WORK INSTRUCTIONS
Your answer must be the full set of records, repeated exactly.

ENTRIES SHOWN
*-*-*

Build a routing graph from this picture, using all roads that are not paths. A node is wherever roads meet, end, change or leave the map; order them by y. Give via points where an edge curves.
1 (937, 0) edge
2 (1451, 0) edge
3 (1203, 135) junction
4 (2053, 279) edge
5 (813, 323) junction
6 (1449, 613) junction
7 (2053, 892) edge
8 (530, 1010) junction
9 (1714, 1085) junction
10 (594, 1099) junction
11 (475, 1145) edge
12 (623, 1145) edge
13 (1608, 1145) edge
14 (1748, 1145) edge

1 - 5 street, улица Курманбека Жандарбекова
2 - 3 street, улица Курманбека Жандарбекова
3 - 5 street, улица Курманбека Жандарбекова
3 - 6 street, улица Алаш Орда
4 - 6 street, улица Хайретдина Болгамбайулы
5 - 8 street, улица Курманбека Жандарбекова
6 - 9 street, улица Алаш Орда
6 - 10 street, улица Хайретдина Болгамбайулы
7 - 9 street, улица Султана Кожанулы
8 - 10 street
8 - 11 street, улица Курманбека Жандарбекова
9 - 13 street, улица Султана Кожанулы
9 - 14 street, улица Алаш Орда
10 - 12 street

*-*-*

YOUR RESPONSE
Build a routing graph from this picture, using all roads that are not paths. A node is wherever roads meet, end, change or leave the map; order them by y. Give via points where an edge curves.
1 (937, 0) edge
2 (1451, 0) edge
3 (1203, 135) junction
4 (2053, 279) edge
5 (813, 323) junction
6 (1449, 613) junction
7 (2053, 892) edge
8 (530, 1010) junction
9 (1714, 1085) junction
10 (594, 1099) junction
11 (475, 1145) edge
12 (623, 1145) edge
13 (1608, 1145) edge
14 (1748, 1145) edge

1 - 5 street, улица Курманбека Жандарбекова
2 - 3 street, улица Курманбека Жандарбекова
3 - 5 street, улица Курманбека Жандарбекова
3 - 6 street, улица Алаш Орда
4 - 6 street, улица Хайретдина Болгамбайулы
5 - 8 street, улица Курманбека Жандарбекова
6 - 9 street, улица Алаш Орда
6 - 10 street, улица Хайретдина Болгамбайулы
7 - 9 street, улица Султана Кожанулы
8 - 10 street
8 - 11 street, улица Курманбека Жандарбекова
9 - 13 street, улица Султана Кожанулы
9 - 14 street, улица Алаш Орда
10 - 12 street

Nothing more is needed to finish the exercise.